[Records excerpted from a collection]
▽

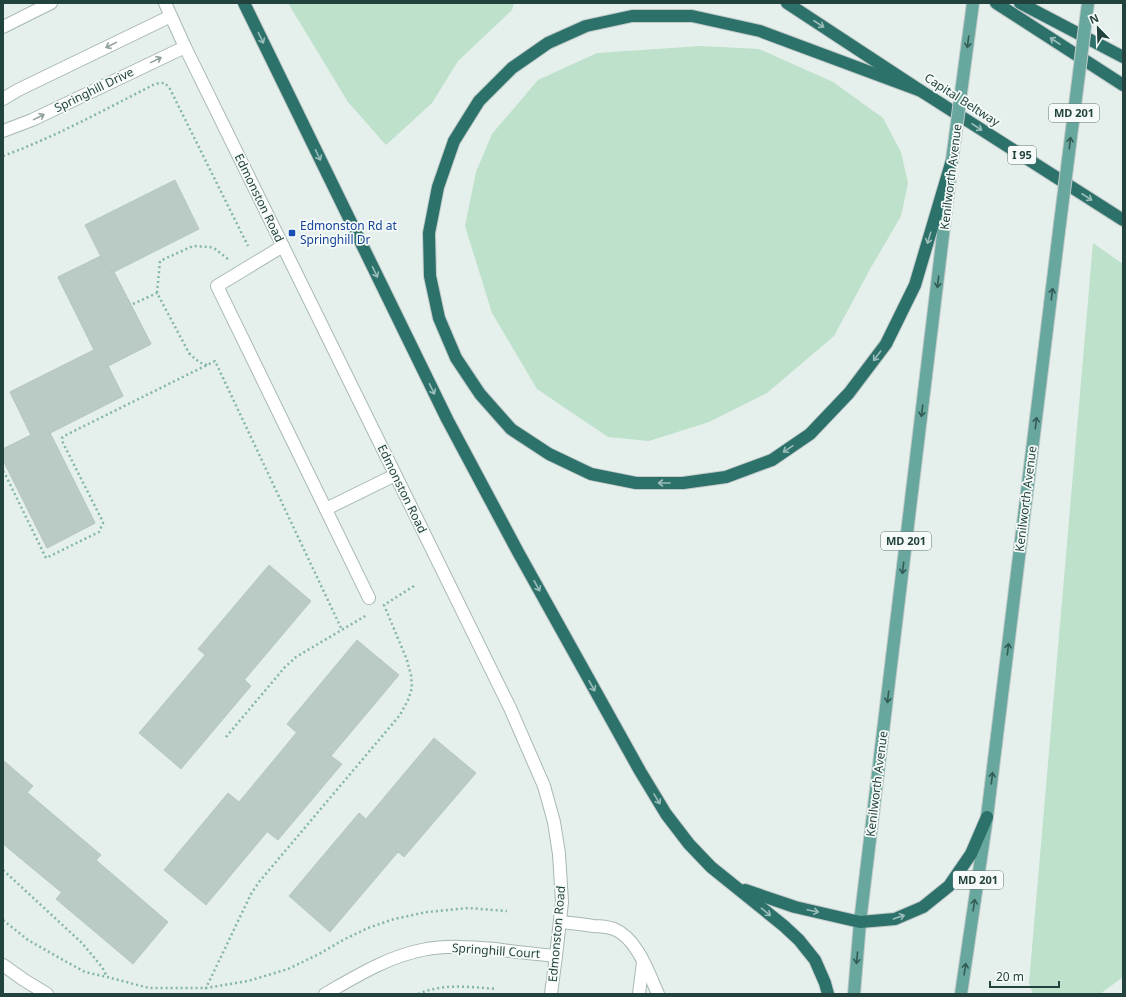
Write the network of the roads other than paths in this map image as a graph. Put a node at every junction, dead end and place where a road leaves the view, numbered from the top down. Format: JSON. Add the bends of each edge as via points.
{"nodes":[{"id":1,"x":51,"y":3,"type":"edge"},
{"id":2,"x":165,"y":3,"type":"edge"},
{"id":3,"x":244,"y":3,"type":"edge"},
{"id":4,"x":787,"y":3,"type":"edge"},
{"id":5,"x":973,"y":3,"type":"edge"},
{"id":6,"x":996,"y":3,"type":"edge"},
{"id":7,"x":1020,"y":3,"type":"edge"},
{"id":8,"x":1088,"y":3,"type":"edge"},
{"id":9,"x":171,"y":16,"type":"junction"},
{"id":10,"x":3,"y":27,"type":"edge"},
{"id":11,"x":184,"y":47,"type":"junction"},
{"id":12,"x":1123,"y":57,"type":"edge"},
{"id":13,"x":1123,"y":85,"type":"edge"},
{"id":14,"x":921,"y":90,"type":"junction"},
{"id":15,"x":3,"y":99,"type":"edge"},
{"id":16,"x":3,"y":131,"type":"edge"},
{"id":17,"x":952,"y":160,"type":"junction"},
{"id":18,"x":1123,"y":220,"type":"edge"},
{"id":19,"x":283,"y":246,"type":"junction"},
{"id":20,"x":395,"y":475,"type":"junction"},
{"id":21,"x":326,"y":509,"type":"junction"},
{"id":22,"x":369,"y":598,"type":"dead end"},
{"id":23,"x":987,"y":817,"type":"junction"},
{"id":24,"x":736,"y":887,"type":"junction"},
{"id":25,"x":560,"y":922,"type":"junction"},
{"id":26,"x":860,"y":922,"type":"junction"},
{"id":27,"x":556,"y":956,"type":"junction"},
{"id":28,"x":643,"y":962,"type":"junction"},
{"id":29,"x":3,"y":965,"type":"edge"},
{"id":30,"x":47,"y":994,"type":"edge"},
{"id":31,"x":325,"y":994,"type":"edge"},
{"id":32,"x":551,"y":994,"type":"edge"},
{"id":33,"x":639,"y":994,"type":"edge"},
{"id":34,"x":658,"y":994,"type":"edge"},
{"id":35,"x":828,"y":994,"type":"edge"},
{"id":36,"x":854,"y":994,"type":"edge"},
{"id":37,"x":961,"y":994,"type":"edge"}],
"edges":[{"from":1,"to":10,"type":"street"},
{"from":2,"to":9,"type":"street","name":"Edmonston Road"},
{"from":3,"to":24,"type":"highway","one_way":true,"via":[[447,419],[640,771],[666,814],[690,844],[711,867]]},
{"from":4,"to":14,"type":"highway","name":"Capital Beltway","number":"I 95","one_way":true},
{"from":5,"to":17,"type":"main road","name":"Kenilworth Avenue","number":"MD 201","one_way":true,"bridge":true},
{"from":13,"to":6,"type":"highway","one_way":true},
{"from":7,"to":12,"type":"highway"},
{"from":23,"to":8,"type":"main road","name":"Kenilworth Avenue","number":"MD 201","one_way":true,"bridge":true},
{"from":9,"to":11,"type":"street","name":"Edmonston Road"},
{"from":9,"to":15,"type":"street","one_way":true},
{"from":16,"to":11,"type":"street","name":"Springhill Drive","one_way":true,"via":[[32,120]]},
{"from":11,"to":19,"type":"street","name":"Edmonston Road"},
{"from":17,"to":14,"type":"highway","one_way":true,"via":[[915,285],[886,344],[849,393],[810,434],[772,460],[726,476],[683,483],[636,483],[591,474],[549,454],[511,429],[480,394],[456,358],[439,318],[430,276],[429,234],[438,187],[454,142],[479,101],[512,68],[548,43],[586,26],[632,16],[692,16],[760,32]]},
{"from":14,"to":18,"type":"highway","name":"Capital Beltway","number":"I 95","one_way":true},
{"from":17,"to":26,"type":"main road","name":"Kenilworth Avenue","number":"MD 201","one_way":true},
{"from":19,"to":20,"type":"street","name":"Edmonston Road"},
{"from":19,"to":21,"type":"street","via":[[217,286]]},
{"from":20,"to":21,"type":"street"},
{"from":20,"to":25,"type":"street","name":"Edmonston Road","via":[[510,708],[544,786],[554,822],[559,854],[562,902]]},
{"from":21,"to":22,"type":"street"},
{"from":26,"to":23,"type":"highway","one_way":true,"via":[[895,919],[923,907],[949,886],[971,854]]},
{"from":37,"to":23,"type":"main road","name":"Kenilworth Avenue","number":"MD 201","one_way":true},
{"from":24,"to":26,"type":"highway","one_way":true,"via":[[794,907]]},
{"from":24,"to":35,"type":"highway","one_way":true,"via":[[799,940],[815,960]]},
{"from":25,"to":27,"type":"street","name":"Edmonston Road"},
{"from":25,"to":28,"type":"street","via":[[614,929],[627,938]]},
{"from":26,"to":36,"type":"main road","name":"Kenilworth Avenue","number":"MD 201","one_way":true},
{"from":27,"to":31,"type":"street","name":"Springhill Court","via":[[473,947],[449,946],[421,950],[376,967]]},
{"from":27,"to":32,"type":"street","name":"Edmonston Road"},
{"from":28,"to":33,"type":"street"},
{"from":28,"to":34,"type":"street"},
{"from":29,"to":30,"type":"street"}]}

△

▶ [Aim of the exercise]
The data above should be repeated exactly, minus any pictures.

▶ [Task response]
Write the network of the roads other than paths in this map image as a graph. Put a node at every junction, dead end and place where a road leaves the view, numbered from the top down. Format: JSON. Add the bends of each edge as via points.
{"nodes":[{"id":1,"x":51,"y":3,"type":"edge"},
{"id":2,"x":165,"y":3,"type":"edge"},
{"id":3,"x":244,"y":3,"type":"edge"},
{"id":4,"x":787,"y":3,"type":"edge"},
{"id":5,"x":973,"y":3,"type":"edge"},
{"id":6,"x":996,"y":3,"type":"edge"},
{"id":7,"x":1020,"y":3,"type":"edge"},
{"id":8,"x":1088,"y":3,"type":"edge"},
{"id":9,"x":171,"y":16,"type":"junction"},
{"id":10,"x":3,"y":27,"type":"edge"},
{"id":11,"x":184,"y":47,"type":"junction"},
{"id":12,"x":1123,"y":57,"type":"edge"},
{"id":13,"x":1123,"y":85,"type":"edge"},
{"id":14,"x":921,"y":90,"type":"junction"},
{"id":15,"x":3,"y":99,"type":"edge"},
{"id":16,"x":3,"y":131,"type":"edge"},
{"id":17,"x":952,"y":160,"type":"junction"},
{"id":18,"x":1123,"y":220,"type":"edge"},
{"id":19,"x":283,"y":246,"type":"junction"},
{"id":20,"x":395,"y":475,"type":"junction"},
{"id":21,"x":326,"y":509,"type":"junction"},
{"id":22,"x":369,"y":598,"type":"dead end"},
{"id":23,"x":987,"y":817,"type":"junction"},
{"id":24,"x":736,"y":887,"type":"junction"},
{"id":25,"x":560,"y":922,"type":"junction"},
{"id":26,"x":860,"y":922,"type":"junction"},
{"id":27,"x":556,"y":956,"type":"junction"},
{"id":28,"x":643,"y":962,"type":"junction"},
{"id":29,"x":3,"y":965,"type":"edge"},
{"id":30,"x":47,"y":994,"type":"edge"},
{"id":31,"x":325,"y":994,"type":"edge"},
{"id":32,"x":551,"y":994,"type":"edge"},
{"id":33,"x":639,"y":994,"type":"edge"},
{"id":34,"x":658,"y":994,"type":"edge"},
{"id":35,"x":828,"y":994,"type":"edge"},
{"id":36,"x":854,"y":994,"type":"edge"},
{"id":37,"x":961,"y":994,"type":"edge"}],
"edges":[{"from":1,"to":10,"type":"street"},
{"from":2,"to":9,"type":"street","name":"Edmonston Road"},
{"from":3,"to":24,"type":"highway","one_way":true,"via":[[447,419],[640,771],[666,814],[690,844],[711,867]]},
{"from":4,"to":14,"type":"highway","name":"Capital Beltway","number":"I 95","one_way":true},
{"from":5,"to":17,"type":"main road","name":"Kenilworth Avenue","number":"MD 201","one_way":true,"bridge":true},
{"from":13,"to":6,"type":"highway","one_way":true},
{"from":7,"to":12,"type":"highway"},
{"from":23,"to":8,"type":"main road","name":"Kenilworth Avenue","number":"MD 201","one_way":true,"bridge":true},
{"from":9,"to":11,"type":"street","name":"Edmonston Road"},
{"from":9,"to":15,"type":"street","one_way":true},
{"from":16,"to":11,"type":"street","name":"Springhill Drive","one_way":true,"via":[[32,120]]},
{"from":11,"to":19,"type":"street","name":"Edmonston Road"},
{"from":17,"to":14,"type":"highway","one_way":true,"via":[[915,285],[886,344],[849,393],[810,434],[772,460],[726,476],[683,483],[636,483],[591,474],[549,454],[511,429],[480,394],[456,358],[439,318],[430,276],[429,234],[438,187],[454,142],[479,101],[512,68],[548,43],[586,26],[632,16],[692,16],[760,32]]},
{"from":14,"to":18,"type":"highway","name":"Capital Beltway","number":"I 95","one_way":true},
{"from":17,"to":26,"type":"main road","name":"Kenilworth Avenue","number":"MD 201","one_way":true},
{"from":19,"to":20,"type":"street","name":"Edmonston Road"},
{"from":19,"to":21,"type":"street","via":[[217,286]]},
{"from":20,"to":21,"type":"street"},
{"from":20,"to":25,"type":"street","name":"Edmonston Road","via":[[510,708],[544,786],[554,822],[559,854],[562,902]]},
{"from":21,"to":22,"type":"street"},
{"from":26,"to":23,"type":"highway","one_way":true,"via":[[895,919],[923,907],[949,886],[971,854]]},
{"from":37,"to":23,"type":"main road","name":"Kenilworth Avenue","number":"MD 201","one_way":true},
{"from":24,"to":26,"type":"highway","one_way":true,"via":[[794,907]]},
{"from":24,"to":35,"type":"highway","one_way":true,"via":[[799,940],[815,960]]},
{"from":25,"to":27,"type":"street","name":"Edmonston Road"},
{"from":25,"to":28,"type":"street","via":[[614,929],[627,938]]},
{"from":26,"to":36,"type":"main road","name":"Kenilworth Avenue","number":"MD 201","one_way":true},
{"from":27,"to":31,"type":"street","name":"Springhill Court","via":[[473,947],[449,946],[421,950],[376,967]]},
{"from":27,"to":32,"type":"street","name":"Edmonston Road"},
{"from":28,"to":33,"type":"street"},
{"from":28,"to":34,"type":"street"},
{"from":29,"to":30,"type":"street"}]}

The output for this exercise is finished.